Throughout Europe – from Italy to Hungary – Roma children are overrepresented in childcare facilities. This is particularly acute in Eastern Europe. In some countries, up to four out of five children placed in institutions are of Roma origin. In Bulgaria, while the Roma make up less than 10% of the population, they make up more than 60% of the child-born population. In Slovakia, this figure rises to 80%.
The situation in the UK is not much better. Social work experts estimate that between 2009 and 2015 the number of Roma children placed in foster care increased by 733%. A recent analysis of the UK Government’s own data from 2020 confirms that Gypsy, Roma and Traveler children are over-represented in child protection services in England.
My research shows that Roma communities across Europe are routinely denied access to essential services, but are instead subjected to oppressive state intervention. The senior civil servants I interviewed in Slovakia and the Czech Republic expressed explicit prejudices.
Respondents claimed that all Roma share predictable beliefs, values and behaviors and are prone to violence, neglect, laziness, dependency and illiteracy. They view the abject poverty experienced by many Roma families as an active choice or cultural norm rather than the result of centuries of oppression and ongoing discrimination.
Throughout Europe, many Roma families have little or no access to social assistance. Preventive measures are rare or non-existent. According to a 2011 report by the European Roma Rights Centre, poverty is often cited as a reason for child removal. And withdrawal is often the first, rather than the last resort.
The report cites the harrowing case of a Hungarian Roma family. When their home was damaged by a storm, instead of receiving financial assistance to make necessary repairs, the family’s newborn was placed in foster care.
In the media, these communities are frequently portrayed as uneducated, culturally backward and lazy, prone to crime and profit exploitation. In Poland, the headlines speak of Gypsies who attack people, of Roma who are not poor people but liars and thieves.

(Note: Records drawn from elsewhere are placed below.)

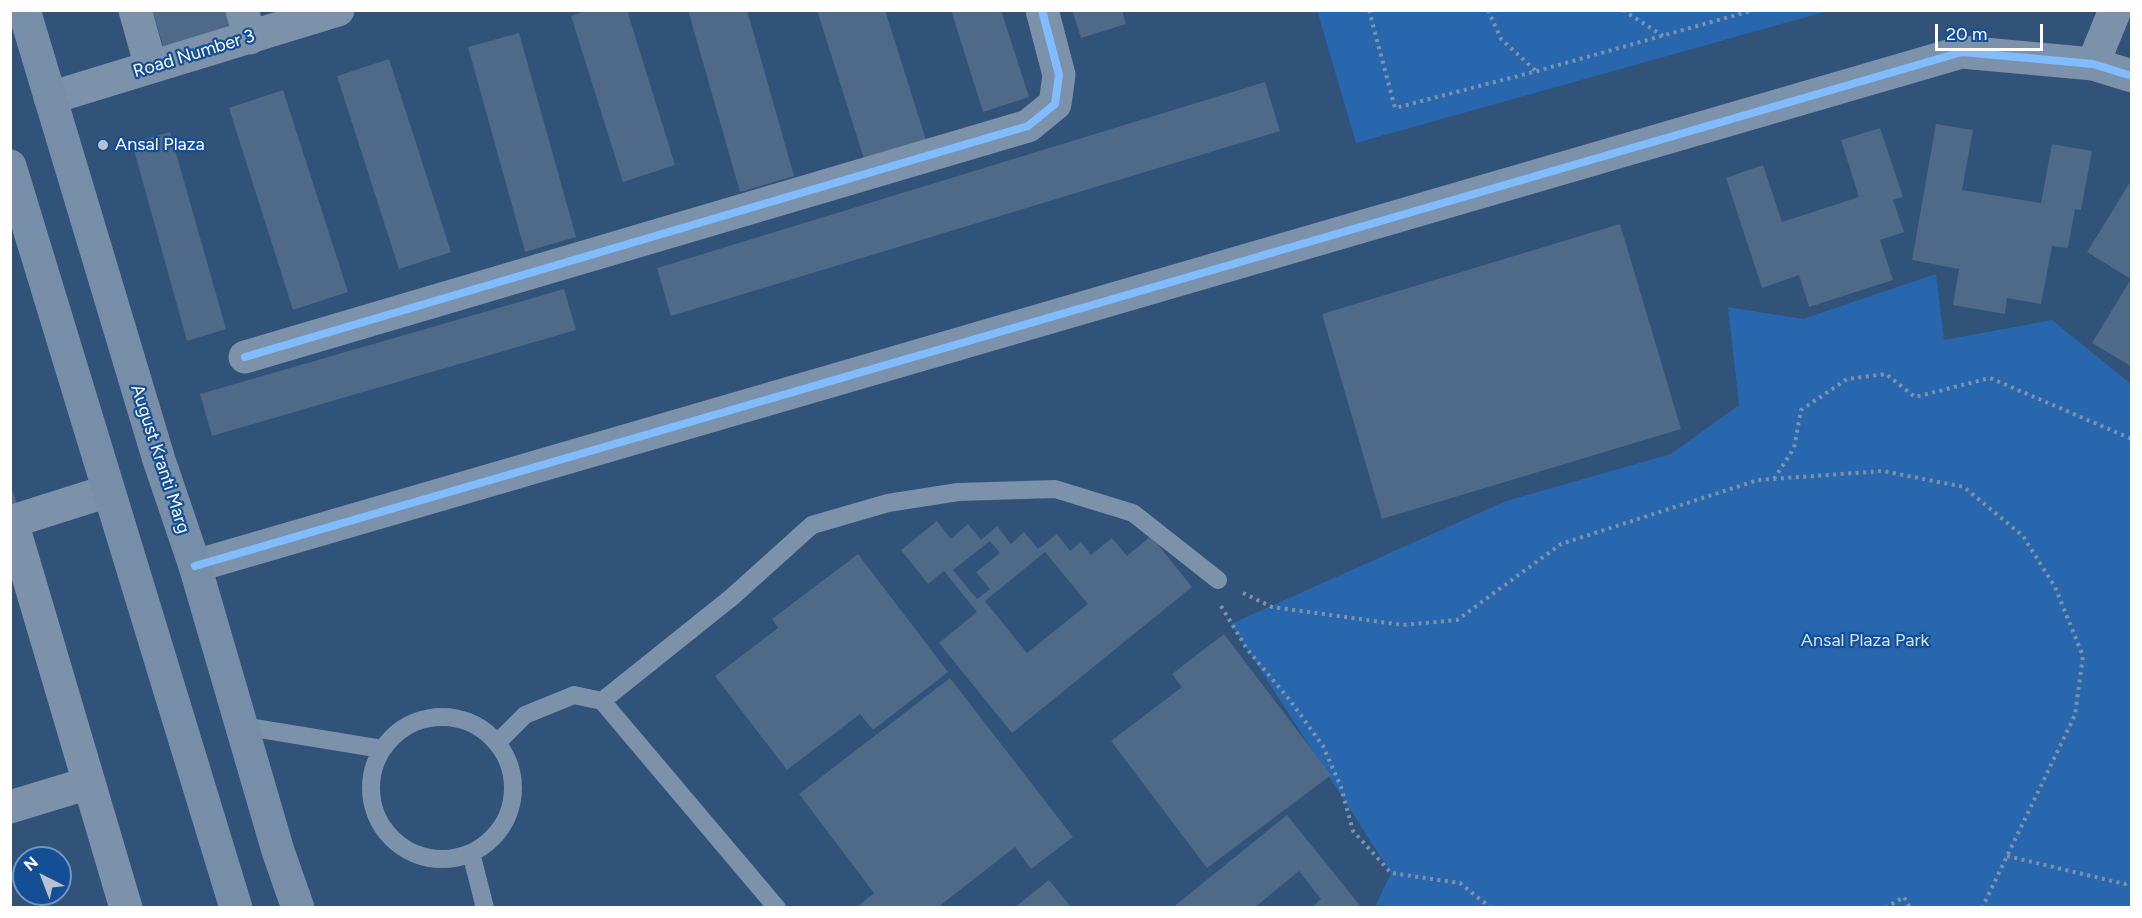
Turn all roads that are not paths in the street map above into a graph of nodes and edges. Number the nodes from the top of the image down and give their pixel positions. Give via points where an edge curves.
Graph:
1 (24, 10) edge
2 (135, 10) edge
3 (338, 10) edge
4 (1042, 10) edge
5 (2115, 10) edge
6 (305, 15) edge
7 (246, 24) edge
8 (2093, 64) junction
9 (151, 67) junction
10 (2132, 76) edge
11 (50, 98) junction
12 (10, 166) edge
13 (20, 234) edge
14 (245, 357) dead end
15 (108, 490) junction
16 (11, 522) edge
17 (195, 566) junction
18 (1217, 589) road end
19 (603, 701) junction
20 (242, 726) junction
21 (497, 743) junction
22 (382, 749) junction
23 (90, 783) junction
24 (10, 807) edge
25 (471, 853) junction
26 (126, 908) edge
27 (236, 908) edge
28 (298, 908) edge
29 (485, 908) edge
30 (777, 908) edge

1 - 11 main road, August Kranti Marg
2 - 9 street
3 - 6 street, Road Number 3
4 - 14 street via 1059,75 1055,104 1028,126
5 - 8 street
6 - 7 street, Road Number 3
7 - 9 street, Road Number 3
8 - 10 street
8 - 17 street via 1962,52
9 - 11 street, Road Number 3
11 - 17 main road, August Kranti Marg via 159,460
12 - 13 main road
13 - 15 main road
15 - 16 street
15 - 27 main road
16 - 23 street
17 - 20 main road, August Kranti Marg
18 - 19 lane via 1133,513 1055,489 958,492 888,503 812,525 732,597
19 - 21 lane via 574,695 525,715
19 - 30 lane
20 - 22 lane
20 - 28 main road, August Kranti Marg
21 - 22 lane via 480,728 460,719 438,717 416,722 397,733
21 - 25 lane via 508,761 513,782 511,804 503,824 489,841
22 - 25 lane via 372,772 371,796 377,819 391,839 411,853 434,859 453,859
23 - 24 street
23 - 26 street
25 - 29 lane

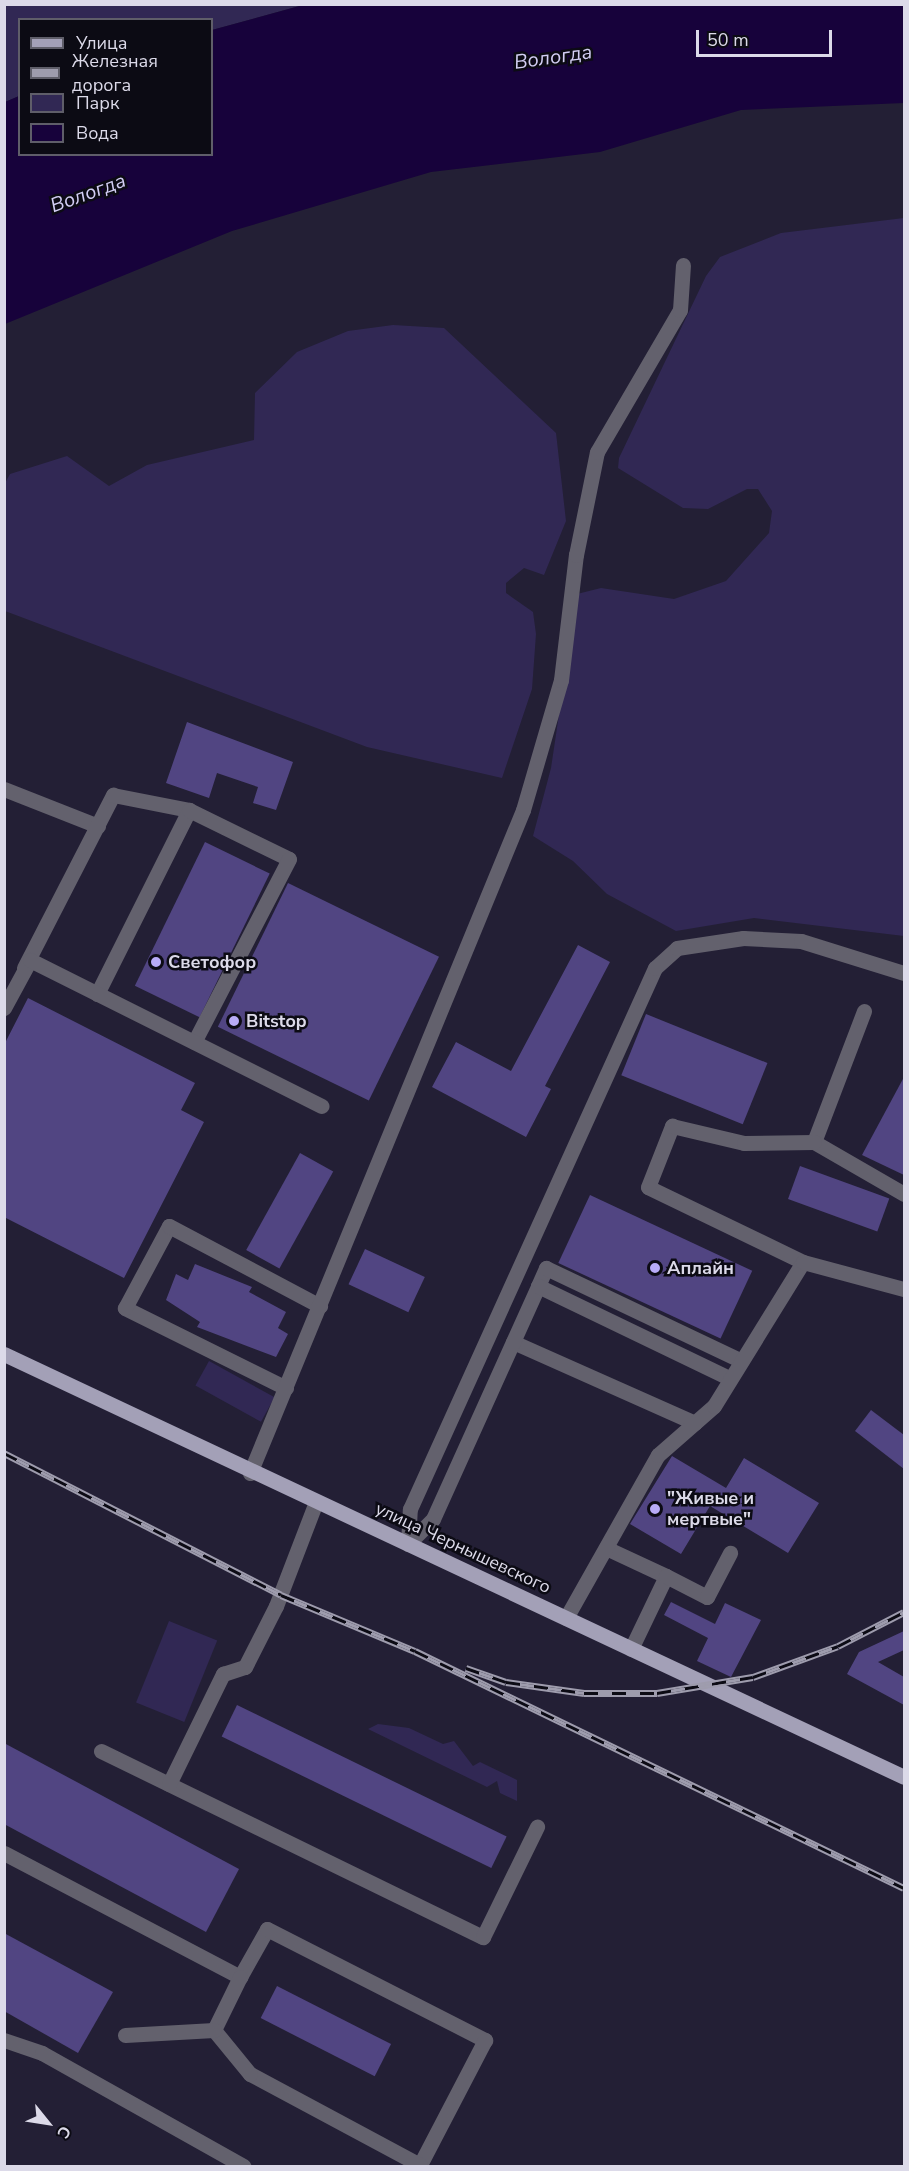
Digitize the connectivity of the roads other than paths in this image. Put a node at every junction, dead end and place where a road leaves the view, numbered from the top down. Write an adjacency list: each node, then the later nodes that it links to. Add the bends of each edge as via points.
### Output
1 (683, 264): 18 (street, via 680,310 597,452 576,555 561,680 524,810)
2 (4, 789): 4 (street)
3 (189, 810): 4 (street, via 113,795); 8 (street); 11 (street, via 289,859)
4 (98, 826): 5 (street)
5 (30, 960): 7 (street); 8 (street); 9 (street)
6 (904, 973): 27 (street, via 801,941 743,938 678,948 655,968 410,1509)
7 (4, 994)
8 (97, 994): 11 (street)
9 (4, 1008)
10 (864, 1011): 13 (street)
11 (194, 1042): 12 (street)
12 (321, 1106)
13 (814, 1142): 14 (street); 15 (street, via 744,1143 672,1126 648,1187)
14 (904, 1194)
15 (803, 1262): 17 (street); 21 (street)
16 (538, 1286): 19 (street); 21 (street, via 546,1268); 22 (street)
17 (904, 1290)
18 (320, 1306): 23 (street); 23 (street, via 169,1226 125,1308)
19 (513, 1342): 24 (street); 27 (street, via 433,1520)
20 (4, 1354): 25 (main road, улица Чернышевского)
21 (740, 1360): 22 (street)
22 (729, 1378): 24 (street, via 714,1406)
23 (286, 1388): 25 (street)
24 (695, 1423): 28 (street, via 658,1455)
25 (250, 1473): 26 (main road, улица Чернышевского)
26 (316, 1502): 27 (main road, улица Чернышевского); 35 (street, via 276,1606 245,1667 223,1674)
27 (408, 1544): 31 (main road, улица Чернышевского)
28 (606, 1548): 30 (street); 31 (street)
29 (730, 1553): 30 (street, via 707,1597)
30 (666, 1576): 32 (street)
31 (566, 1618): 32 (main road, улица Чернышевского)
32 (631, 1648): 34 (main road, улица Чернышевского)
33 (101, 1751): 35 (street)
34 (904, 1777)
35 (169, 1784): 36 (street, via 483,1937)
36 (537, 1827)
37 (4, 1853): 38 (street)
38 (240, 1977): 39 (street); 39 (street, via 267,1929 485,2040 420,2165 250,2074)
39 (214, 2030): 40 (street)
40 (125, 2035)
41 (4, 2040): 42 (street, via 42,2053)
42 (243, 2166)

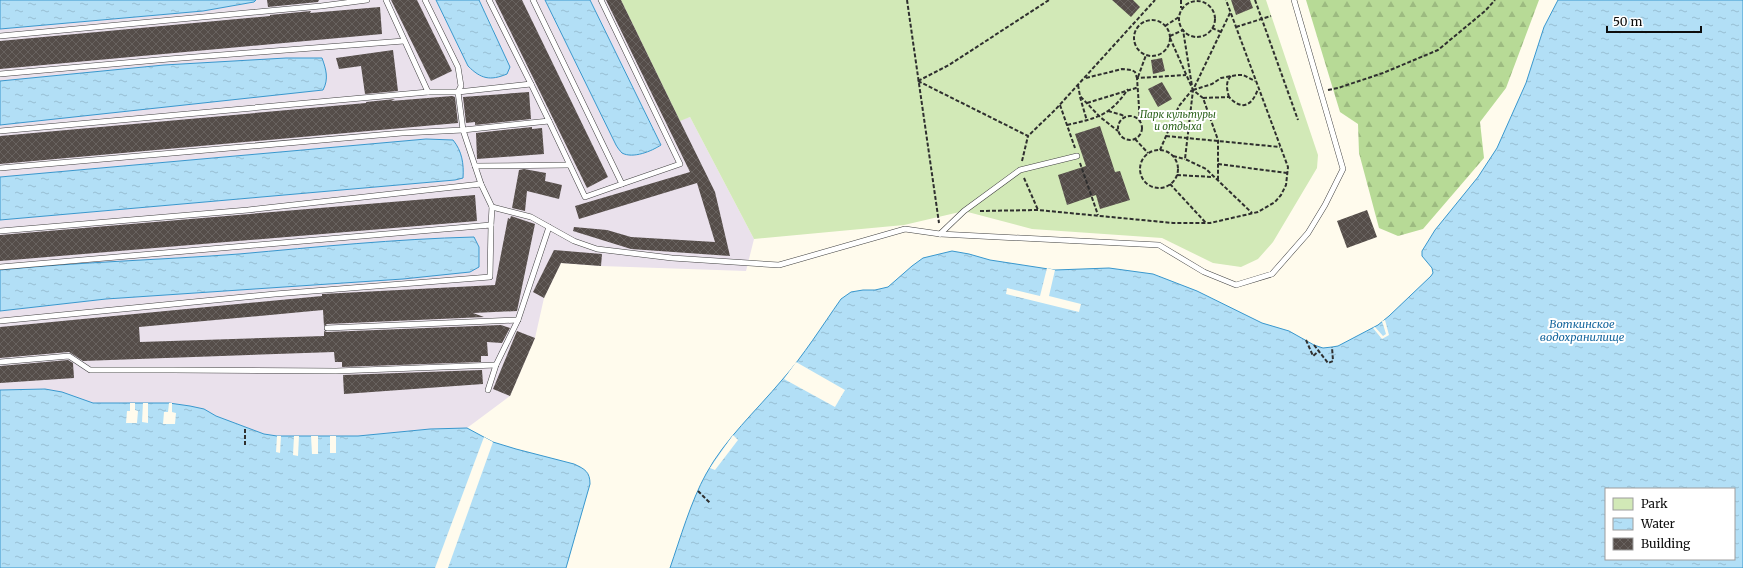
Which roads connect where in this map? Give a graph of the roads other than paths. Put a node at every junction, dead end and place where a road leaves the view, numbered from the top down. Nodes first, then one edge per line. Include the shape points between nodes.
1 (326, 0) edge
2 (367, 0) edge
3 (386, 0) edge
4 (425, 0) edge
5 (489, 0) edge
6 (533, 0) edge
7 (601, 0) edge
8 (1294, 0) edge
9 (321, 6) junction
10 (0, 36) edge
11 (404, 41) junction
12 (0, 74) edge
13 (531, 84) junction
14 (428, 92) junction
15 (458, 92) junction
16 (549, 121) junction
17 (463, 130) junction
18 (0, 131) edge
19 (1077, 156) dead end
20 (569, 165) junction
21 (475, 166) junction
22 (0, 168) edge
23 (481, 184) junction
24 (622, 184) junction
25 (492, 207) junction
26 (491, 225) junction
27 (549, 226) junction
28 (0, 231) edge
29 (940, 234) junction
30 (0, 267) edge
31 (518, 320) junction
32 (0, 321) edge
33 (327, 328) dead end
34 (0, 362) edge
35 (496, 365) junction
36 (488, 390) dead end

1 - 9 lane
2 - 9 lane
3 - 11 lane
4 - 15 lane via 458,67 461,86
5 - 13 lane
6 - 24 lane
7 - 24 lane via 680,164
8 - 29 lane via 1343,169 1308,233 1272,274 1236,285 1204,272 1159,245
9 - 10 lane
11 - 12 lane
11 - 14 lane
13 - 15 lane
13 - 16 lane
14 - 15 lane
14 - 18 lane
15 - 17 lane
16 - 17 lane
16 - 20 lane
17 - 21 lane
17 - 22 lane
19 - 29 lane via 1020,170 964,211
20 - 21 lane
20 - 24 lane via 585,197
21 - 23 lane
23 - 25 lane
23 - 28 lane via 248,210
25 - 26 lane
25 - 27 lane via 531,217
26 - 30 lane
26 - 32 lane via 490,277 275,294
27 - 29 lane via 574,241 597,249 672,258 779,264 905,228
27 - 31 lane
31 - 33 lane
31 - 35 lane
34 - 35 lane via 70,356 90,370 336,371
35 - 36 lane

I have found that, despite not knowing much about Roma culture, public authorities treat the coping strategies of most-at-risk families as problematic and abnormal, under assumptions that assimilate Roma culture and poverty to harmful behavior. In Slovakia, charity workers told me that the authorities see marginalized Roma communities as a threat to society in general.
For a study of Romanian Roma migrants in Poland in 2013, I conducted interviews with social workers who insisted that the removal of Roma children is necessary and justifiable, citing nomadic lifestyles as the reason. As the leader of a social work team in Wroclaw told me:
Parents come and go, they don’t want to work, nor send their children to school, it is not possible to work with them, they lie; but worst of all, they force the children to beg.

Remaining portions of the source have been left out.